External Transcribed Spacer (ETS)

The ETS is a region of DNA in the rDNA repeat which flanks the 18S-5.8S-25S gene cluster and is included as part of its transcription unit. The 5' ETS is immediately upstream of the 18S gene and includes the A0 processing site. The 3' ETS is immediately downstream of the 25S gene.

Far Western

This term is used to identify and describe interaction data displayed at SGD. In this type of experiment, an interaction is detected between a protein immobilized on a membrane and a purified protein probe.

FASTA

Program used to search simultaneously both protein and DNA sequence databases (Pearson and Lipman, 1988). FASTA uses a fast search to initially identify sequences with a high degree of similarity to the query sequence and then conducts a second comparison on the selected sequences. FASTA is slower than BLAST, but can be more sensitive and sometimes yields different results.

FDR

The False Discovery Rate (FDR) is a multiple-hypothesis testing error measure indicating the expected proportion of false positives among the set of significant results.
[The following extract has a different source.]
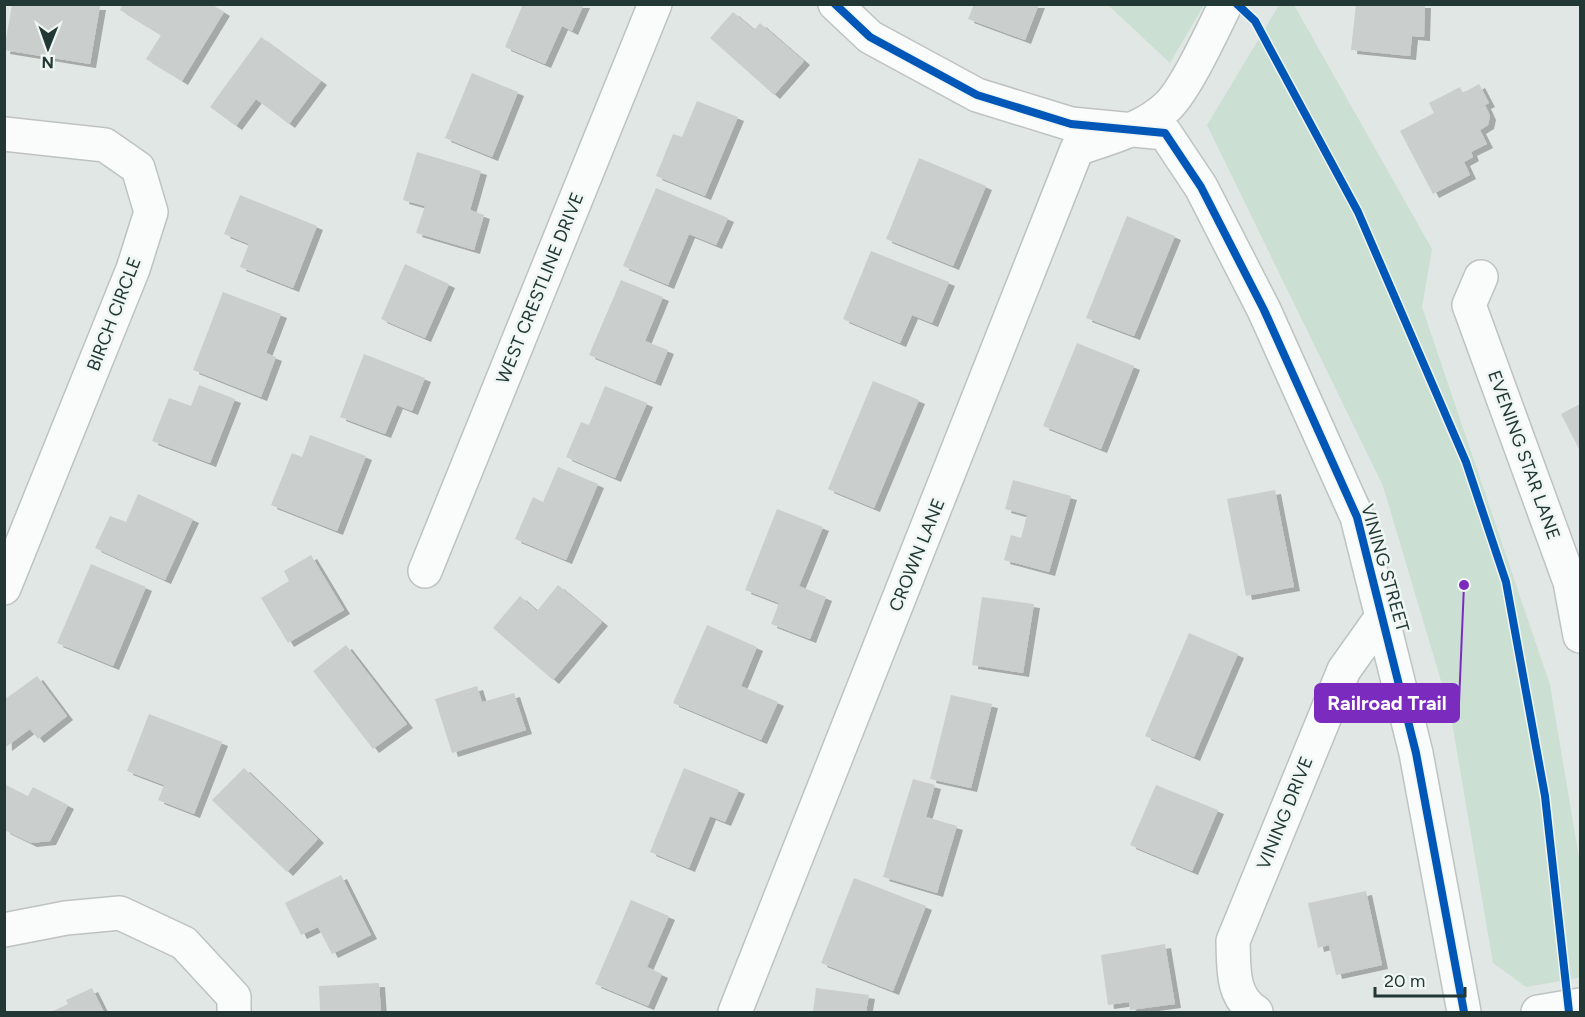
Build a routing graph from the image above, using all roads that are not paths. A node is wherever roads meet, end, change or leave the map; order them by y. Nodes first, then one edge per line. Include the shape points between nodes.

For example, if in a collection of 100 genes where each had different expression levels with a maximum FDR of 0.10, then a maximum of 10 genes can be expected to be false positives. FDR calculation is distinct from p-value calculation, in that p-value tests individual hypotheses rather than multiple hypotheses. The FDR is particularly useful in the analysis of high-throughput data such as microarray gene expression data.

Filter options

Filtering masks of portions of a query sequence that have low compositional complexity (such as short internal repeats or poly-A sequences) to reduce the frequency of statistically significant but biologically uninteresting BLAST results.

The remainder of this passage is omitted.